Film: Ein Ex-Häftling als Priester
2011 gab sich der damals 19-jährige Pole Patryk Bledowski in einem Dorf als Priester aus, feierte etwa drei Monate lang auf unkonventionelle Art Messen, nahm die Beichte ab und organisierte Aktivitäten für Jugendliche. In einem Interview mit dem polnischen Magazin Onet Film, sagte er, er habe von seiner Mutter den festen Glauben mitgegeben bekommen, dass Gott in allem und jedem steckt.
Die Verfilmung dieser Geschichte ist eingebettet in eine fiktive Rahmenhandlung: Der junge Häftling Daniel findet im Gefängnispriester Pater Tomasz ein Vorbild, assistiert ihm und äußert den Wunsch, selbst Priester zu werden. „Straftäter nehmen sie nicht“, sagt Tomasz, aber: „Gutes kann man auf viele Weise tun“.
Stadtkino Filmverleih
Als Daniel auf Bewährung entlassen wird, geht er, statt sich im Sägewerk eines entlegenen Dorfes zum Arbeitsdienst zu melden, in die Kirche. Dort gibt er sich als Priester (Pfarrer Tomasz) aus - ein Kollarhemd hat er aus dem Gefängnis mitgenommen, das trägt er nun zu Jeans.
Hinweis
„Corpus Christi“ läuft ab 21. August 2020 in österreichischen Kinos.
Zerbrechlichkeit und Stärke
Bald wird er gebeten, den dortigen Pfarrer zu vertreten, als dieser wegen Alkoholproblemen vorübergehend das Dorf verlassen muss. „Sie meinen, die Messen und alles?“, fragt Daniel. „Und viel mehr“, antwortet der Dorfpfarrer lächelnd.
Stadtkino Filmverleih
Überrascht und erschrocken übernimmt Daniel die Aufgabe - er hat keine andere Wahl. Das, was er über das Priester-Sein und die kultischen Handlungen weiß, kennt er von Pater Tomasz aus dem Gefängnis. Er vermittelte dem jungen Häftling, dass auch in ihm das Göttliche ist.
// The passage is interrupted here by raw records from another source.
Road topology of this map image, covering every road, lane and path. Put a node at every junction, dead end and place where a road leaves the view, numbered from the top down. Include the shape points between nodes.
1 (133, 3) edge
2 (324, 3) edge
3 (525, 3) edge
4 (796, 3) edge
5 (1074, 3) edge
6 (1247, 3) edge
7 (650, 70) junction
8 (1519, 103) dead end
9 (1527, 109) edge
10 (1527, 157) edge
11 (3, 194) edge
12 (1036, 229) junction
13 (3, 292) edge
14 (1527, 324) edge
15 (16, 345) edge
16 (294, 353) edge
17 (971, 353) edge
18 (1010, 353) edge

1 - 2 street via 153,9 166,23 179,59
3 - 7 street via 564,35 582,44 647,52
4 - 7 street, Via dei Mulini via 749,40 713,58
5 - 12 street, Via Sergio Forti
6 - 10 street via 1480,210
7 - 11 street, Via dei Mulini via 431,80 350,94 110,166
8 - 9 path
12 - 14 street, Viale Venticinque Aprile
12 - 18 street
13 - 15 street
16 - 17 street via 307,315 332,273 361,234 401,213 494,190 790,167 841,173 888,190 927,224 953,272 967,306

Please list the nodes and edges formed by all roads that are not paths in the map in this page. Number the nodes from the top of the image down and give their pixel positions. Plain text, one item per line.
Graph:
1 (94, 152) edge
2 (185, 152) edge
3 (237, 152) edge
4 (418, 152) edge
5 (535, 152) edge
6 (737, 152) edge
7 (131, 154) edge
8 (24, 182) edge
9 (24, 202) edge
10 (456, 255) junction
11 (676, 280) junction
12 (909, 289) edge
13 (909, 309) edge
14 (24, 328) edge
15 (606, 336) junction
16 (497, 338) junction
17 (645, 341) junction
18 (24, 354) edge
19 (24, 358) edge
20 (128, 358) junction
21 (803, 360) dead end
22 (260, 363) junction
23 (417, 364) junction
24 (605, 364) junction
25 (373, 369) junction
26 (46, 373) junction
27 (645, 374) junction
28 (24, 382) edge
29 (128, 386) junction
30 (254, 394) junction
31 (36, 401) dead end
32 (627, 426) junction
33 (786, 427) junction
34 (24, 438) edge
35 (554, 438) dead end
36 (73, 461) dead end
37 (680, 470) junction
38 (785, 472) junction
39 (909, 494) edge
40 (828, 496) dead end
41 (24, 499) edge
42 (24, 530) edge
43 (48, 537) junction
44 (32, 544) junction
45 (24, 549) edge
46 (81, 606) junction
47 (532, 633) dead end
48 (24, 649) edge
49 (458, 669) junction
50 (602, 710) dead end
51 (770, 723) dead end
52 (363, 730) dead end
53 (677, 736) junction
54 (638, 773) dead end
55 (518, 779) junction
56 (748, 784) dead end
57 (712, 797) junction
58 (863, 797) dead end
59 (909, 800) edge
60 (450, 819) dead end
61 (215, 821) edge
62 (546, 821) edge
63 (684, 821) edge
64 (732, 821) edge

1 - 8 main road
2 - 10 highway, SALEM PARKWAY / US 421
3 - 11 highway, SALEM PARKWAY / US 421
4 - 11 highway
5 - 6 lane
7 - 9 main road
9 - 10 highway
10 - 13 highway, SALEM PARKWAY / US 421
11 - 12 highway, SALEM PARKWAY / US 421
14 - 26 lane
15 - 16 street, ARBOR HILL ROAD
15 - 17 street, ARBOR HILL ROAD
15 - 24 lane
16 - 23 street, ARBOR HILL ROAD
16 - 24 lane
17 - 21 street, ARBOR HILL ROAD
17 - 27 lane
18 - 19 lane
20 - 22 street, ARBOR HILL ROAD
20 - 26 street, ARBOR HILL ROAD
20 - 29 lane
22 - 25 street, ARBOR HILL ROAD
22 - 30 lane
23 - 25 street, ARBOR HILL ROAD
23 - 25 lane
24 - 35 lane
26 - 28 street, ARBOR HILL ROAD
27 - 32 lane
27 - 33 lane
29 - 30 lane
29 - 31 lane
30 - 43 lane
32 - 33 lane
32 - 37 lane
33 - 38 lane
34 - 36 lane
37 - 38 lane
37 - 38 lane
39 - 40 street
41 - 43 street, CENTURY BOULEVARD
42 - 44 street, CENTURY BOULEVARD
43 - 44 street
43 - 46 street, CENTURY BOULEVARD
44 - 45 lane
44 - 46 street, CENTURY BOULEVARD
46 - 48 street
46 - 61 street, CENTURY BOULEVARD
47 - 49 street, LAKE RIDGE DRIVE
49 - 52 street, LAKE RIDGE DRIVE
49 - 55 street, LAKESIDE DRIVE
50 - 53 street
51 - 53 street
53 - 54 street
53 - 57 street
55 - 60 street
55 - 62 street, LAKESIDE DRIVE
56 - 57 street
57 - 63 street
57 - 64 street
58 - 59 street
Bartosz Bielenia verkörpert als Daniel überzeugend und authentisch die innerlichen Vorgänge zwischen Mut, Angst, Lügen, Ehrlichkeit, Zerbrechlichkeit und Stärke.
Radfahren als Buße
Patryk Bledowski, das reale Vorbild des Films, erzählte Onet Film, dass er für die Abnahme der Beichten eineinhalb Stunden gebraucht habe, der echte Pfarrer sei in zehn Minuten fertig gewesen. Auch im Film nimmt sich die Figur Zeit für die Beichtenden und geht individuell auf sie ein. So antwortet er einer Mutter, die beichtet, ihren Sohn manchmal zu schlagen, auf die Frage, wie sie Buße tun könne, „gehen sie mit ihm Radfahren“.
Der über weite Strecken in fahles Licht getauchte und düster gehaltene Film erhielt bei der Verleihung des Polnischen Filmpreises 2020 elf von 15 möglichen Auszeichnungen und wurde für den Oscar als bester ausländischer Spielfilm nominiert. Es empfiehlt sich, das polnische Original mit deutschen Untertiteln anzusehen.
Stadtkino Filmverleih
Regisseur Komasa schafft über knapp zwei Stunden eine spannende Geschichte über die Legitimität menschlichen Handelns auf vielen Ebenen. Beklemmend wird etwa die Brutalität der Gefängnisinsassen und das Machtgefüge unter den Häftlingen geschildert. Viel Raum nimmt ein etwas überdimensional inszeniertes „dunkles Geheimnis“ des Dorfes ein.
Wahrheit und Schmerz in erträglichem Licht
Ein Unfall mit mehreren Todesopfern, anschließender Schuldzuweisung und den Versuchen der Bevölkerung, mit dem Verlust umzugehen belastet das ganze Dorf. Dennoch: der „falsche“ Priester wirkt heilsam auf die Gemeinschaft und rückt Wahrheit und Schmerz in ein erträgliches Licht. Gelungen stellt der Film die Frage, wer im Namen Gottes sprechen darf.
Nicht zuletzt zeigt er auch die Autorität der katholischen Kirche in Polen. Längst hat der Kapitalismus den Kommunismus abgelöst, aber Daniel als Pfarrer Tomasz hat in gewisser Weise die größte Autorität. Er zwingt den gierigen Bürgermeister und Sägewerksbesitzer, der ihm eindrücklich nahelegt, den das ganze Dorf beeinflussenden Unfall ruhen zu lassen, auf die Knie. Gemeinsam bekennen sie im Matsch knieend Gier und Machtstreben.